**Task description:** Check every line below for the word "this" and copy the ones that have it.

[Saved entries]
:::
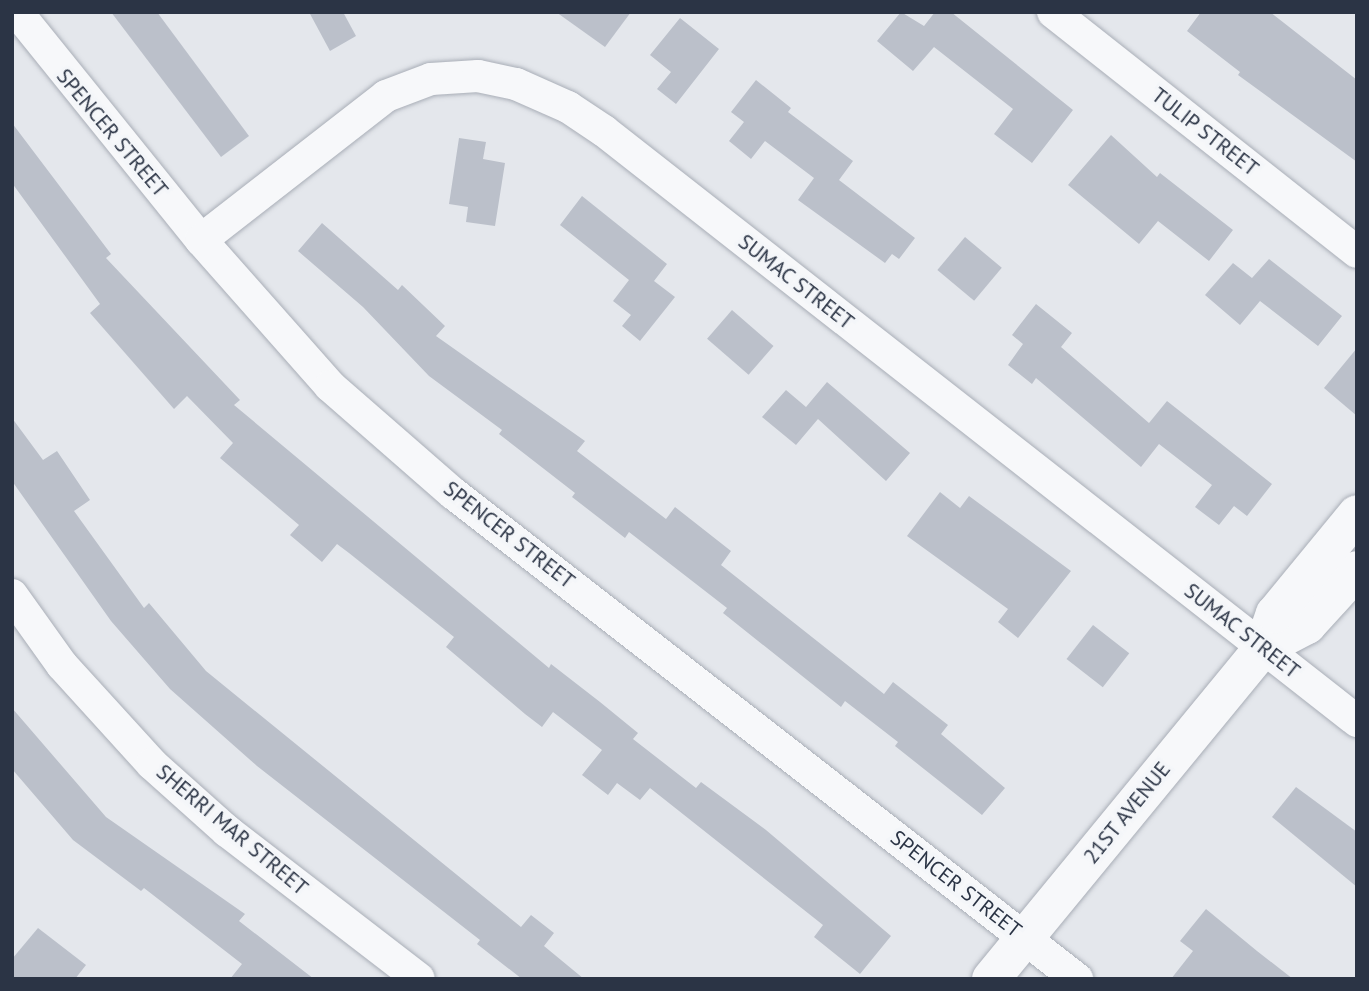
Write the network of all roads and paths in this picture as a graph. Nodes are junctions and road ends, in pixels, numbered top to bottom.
1 (17, 12) edge
2 (1053, 12) edge
3 (24, 47) edge
4 (201, 240) junction
5 (1357, 252) edge
6 (1357, 514) edge
7 (1357, 570) edge
8 (12, 595) edge
9 (1263, 648) junction
10 (1357, 721) edge
11 (1025, 938) junction
12 (419, 979) edge
13 (991, 979) edge
14 (1077, 979) edge

1 - 3 street, SPENCER STREET
2 - 5 street, TULIP STREET
3 - 4 street, SPENCER STREET
4 - 9 street, SUMAC STREET
4 - 11 street, SPENCER STREET
6 - 9 street, 21ST AVENUE
7 - 9 street, 21ST AVENUE
8 - 12 street, SHERRI MAR STREET
9 - 10 street, SUMAC STREET
9 - 11 street, 21ST AVENUE
11 - 13 street, 21ST AVENUE
11 - 14 street, SPENCER STREET

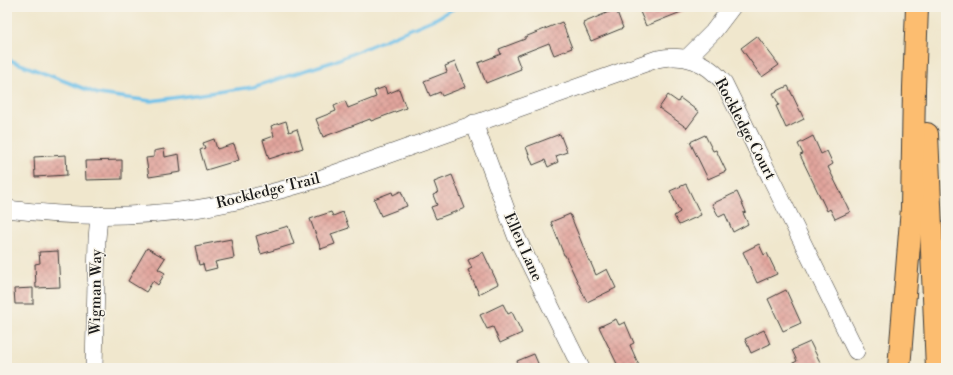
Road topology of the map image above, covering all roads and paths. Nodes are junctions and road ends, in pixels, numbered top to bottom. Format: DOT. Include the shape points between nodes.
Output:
graph roads {
  1 [pos="732,7"];
  2 [pos="917,7"];
  3 [pos="921,7"];
  4 [pos="687,58"];
  5 [pos="519,108"];
  6 [pos="474,123"];
  7 [pos="7,209"];
  8 [pos="98,215"];
  9 [pos="856,351"];
  10 [pos="94,368"];
  11 [pos="581,368"];
  12 [pos="899,368"];
  13 [pos="937,368"];
  1 -- 4 [label="street" via="713,32"];
  2 -- 12 [label="highway" via="912,208"];
  3 -- 13 [label="highway"];
  4 -- 5 [label="street, Rockledge Court" via="656,59"];
  4 -- 9 [label="street, Rockledge Court" via="708,67 724,83"];
  5 -- 6 [label="street, Rockledge Trail"];
  6 -- 8 [label="street, Rockledge Trail" via="322,178 257,196 194,209"];
  6 -- 11 [label="street, Ellen Lane" via="516,236"];
  7 -- 8 [label="street, Rockledge Trail"];
  8 -- 10 [label="street, Wigman Way"];
}
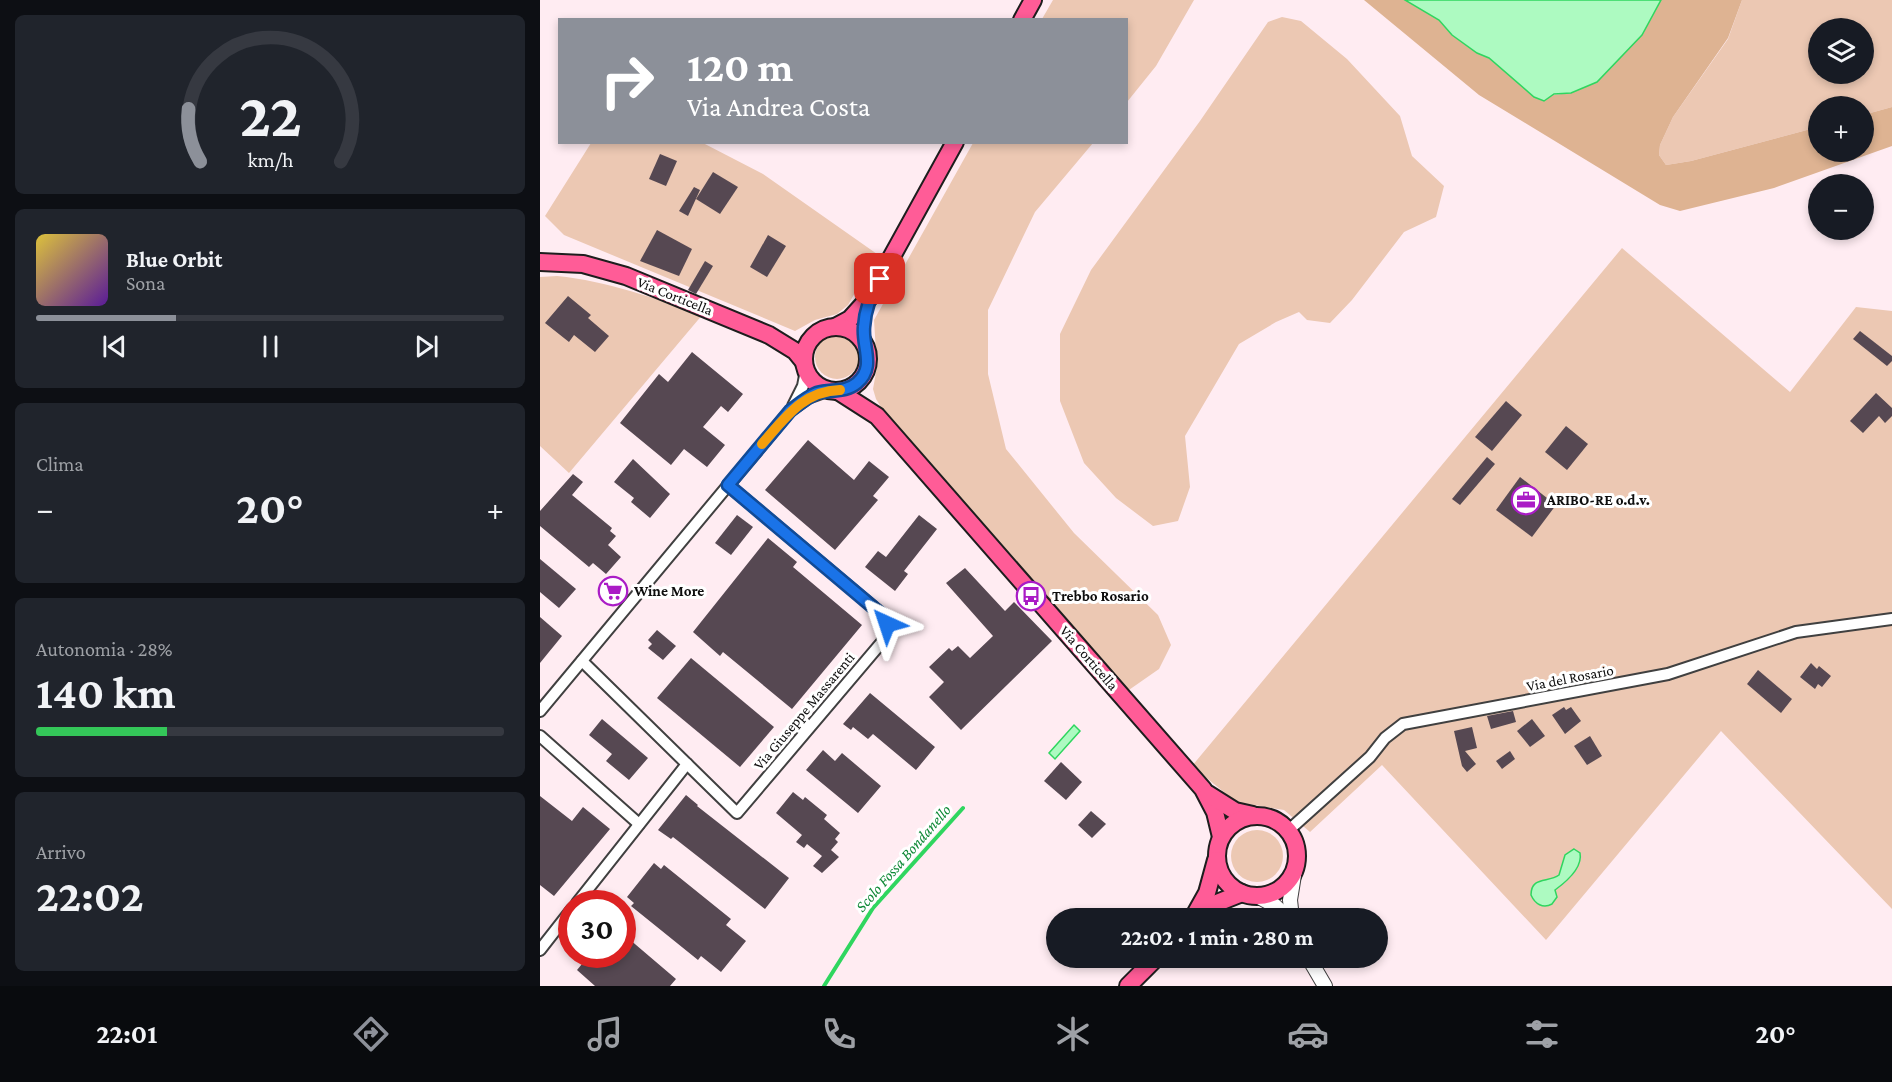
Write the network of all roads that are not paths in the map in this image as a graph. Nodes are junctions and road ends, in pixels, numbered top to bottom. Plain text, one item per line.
1 (1033, 0) edge
2 (1023, 18) edge
3 (954, 144) edge
4 (541, 260) edge
5 (869, 298) junction
6 (835, 327) junction
7 (816, 333) junction
8 (769, 335) junction
9 (864, 342) junction
10 (805, 366) junction
11 (867, 369) junction
12 (834, 390) junction
13 (790, 411) junction
14 (877, 416) junction
15 (728, 485) junction
16 (1892, 619) edge
17 (582, 661) junction
18 (540, 711) edge
19 (540, 736) edge
20 (687, 764) junction
21 (1203, 789) junction
22 (1253, 815) junction
23 (639, 824) junction
24 (1289, 830) junction
25 (1221, 837) junction
26 (1216, 856) junction
27 (1295, 869) junction
28 (587, 890) edge
29 (1249, 895) junction
30 (1200, 908) edge
31 (1210, 908) edge
32 (1278, 908) edge
33 (1290, 908) edge
34 (558, 927) edge
35 (540, 950) edge
36 (1146, 968) edge
37 (1314, 968) edge
38 (1128, 986) edge
39 (1324, 986) edge

1 - 2 main road
3 - 5 main road
4 - 8 main road, Via Corticella
5 - 6 main road
5 - 9 main road
6 - 7 main road
6 - 9 main road
7 - 8 main road
7 - 10 main road
8 - 10 main road, Via Corticella
9 - 11 main road
10 - 12 main road
10 - 13 street
11 - 12 main road
11 - 14 main road
12 - 13 street
12 - 14 main road, Via Corticella
13 - 15 street
14 - 21 main road, Via Corticella
15 - 17 street
15 - 20 street, Via Giuseppe Massarenti
16 - 24 street, Via del Rosario
17 - 18 street
17 - 20 street, Via Giuseppe Massarenti
19 - 23 street
20 - 23 street
21 - 22 main road
21 - 25 main road, Via Corticella
22 - 24 main road
22 - 25 main road
23 - 28 street
24 - 27 main road
25 - 26 main road
26 - 29 main road
26 - 30 main road
27 - 29 main road
27 - 33 street
29 - 31 main road
29 - 32 street
34 - 35 street
36 - 38 main road
37 - 39 street

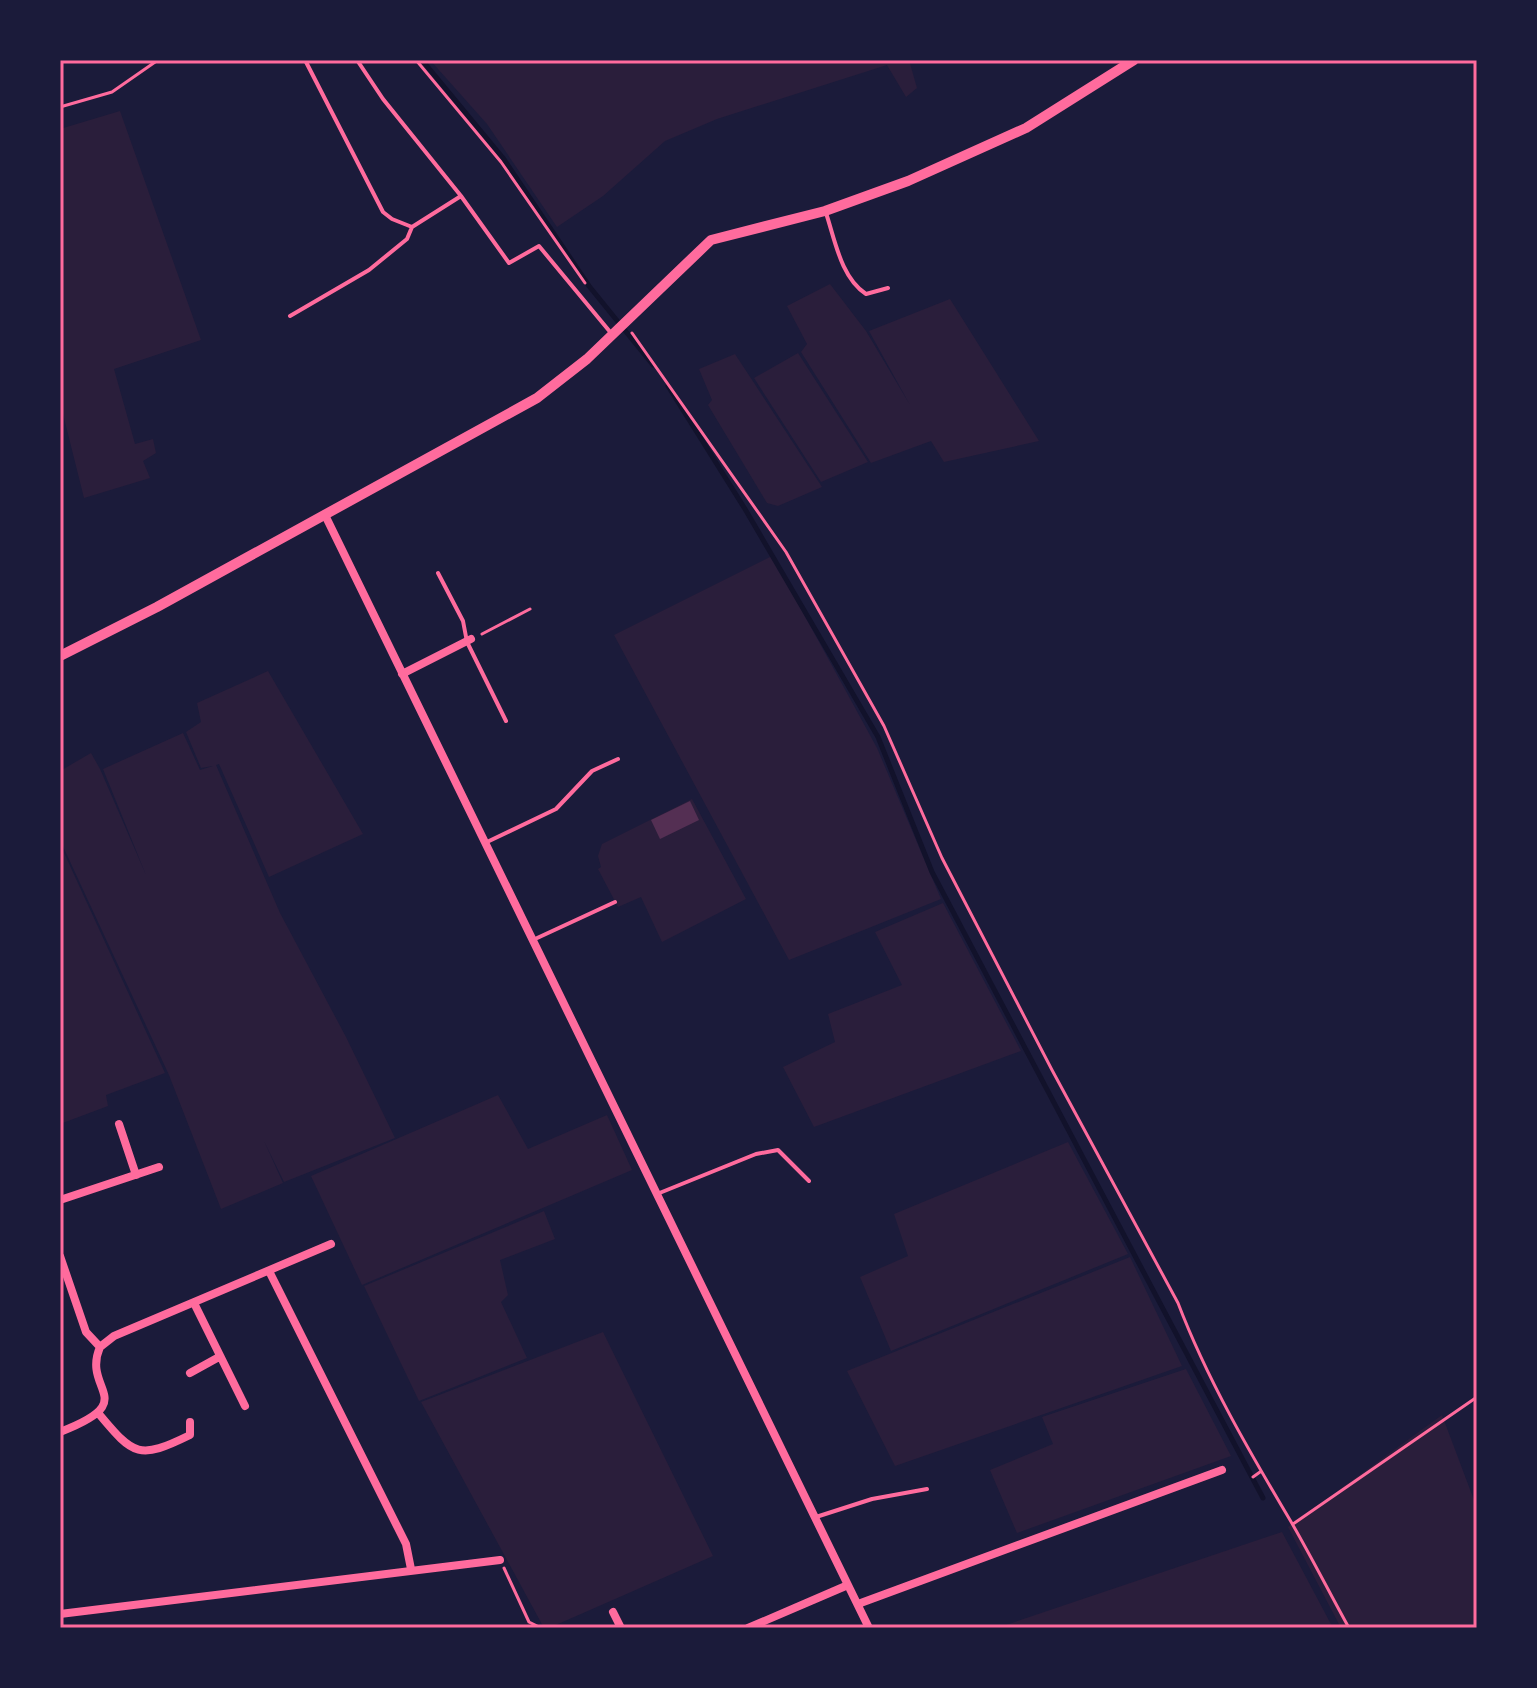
:::
**Response below:**
Write the network of all roads and paths in this picture as a graph. Nodes are junctions and road ends, in pixels, numbered top to bottom.
Write the network of all roads that are not paths in the map in this image as a graph. Nodes are junctions and road ends, in pixels, numbered top to bottom. Plain text, one item per line.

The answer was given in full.